Exercise objective:
In the data below, retype exactly the line that contains "wrist: (311, 352)" and every line after it, through the last.

Data for review:
• • • • • • •

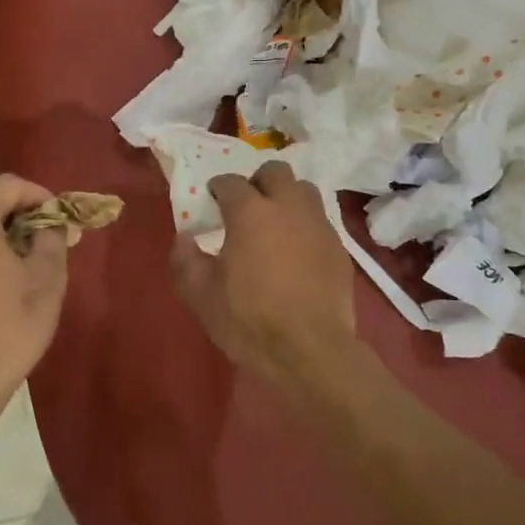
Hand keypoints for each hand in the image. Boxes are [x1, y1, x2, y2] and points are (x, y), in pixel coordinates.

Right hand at [170, 161, 357, 385]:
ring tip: (275, 224)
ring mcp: (319, 226)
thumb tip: (185, 238)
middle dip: (258, 182)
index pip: (230, 182)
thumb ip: (185, 259)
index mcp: (250, 212)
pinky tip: (296, 252)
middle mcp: (288, 207)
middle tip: (246, 207)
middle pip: (275, 172)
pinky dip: (305, 226)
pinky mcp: (340, 248)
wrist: (311, 352)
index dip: (218, 189)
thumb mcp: (200, 295)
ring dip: (287, 198)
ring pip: (304, 191)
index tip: (212, 203)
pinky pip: (320, 221)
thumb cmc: (249, 320)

• • • • • • •

Output below:
wrist: (311, 352)
index dip: (218, 189)
thumb mcp: (200, 295)
ring dip: (287, 198)
ring pip: (304, 191)
index tip: (212, 203)
pinky pip: (320, 221)
thumb cmc: (249, 320)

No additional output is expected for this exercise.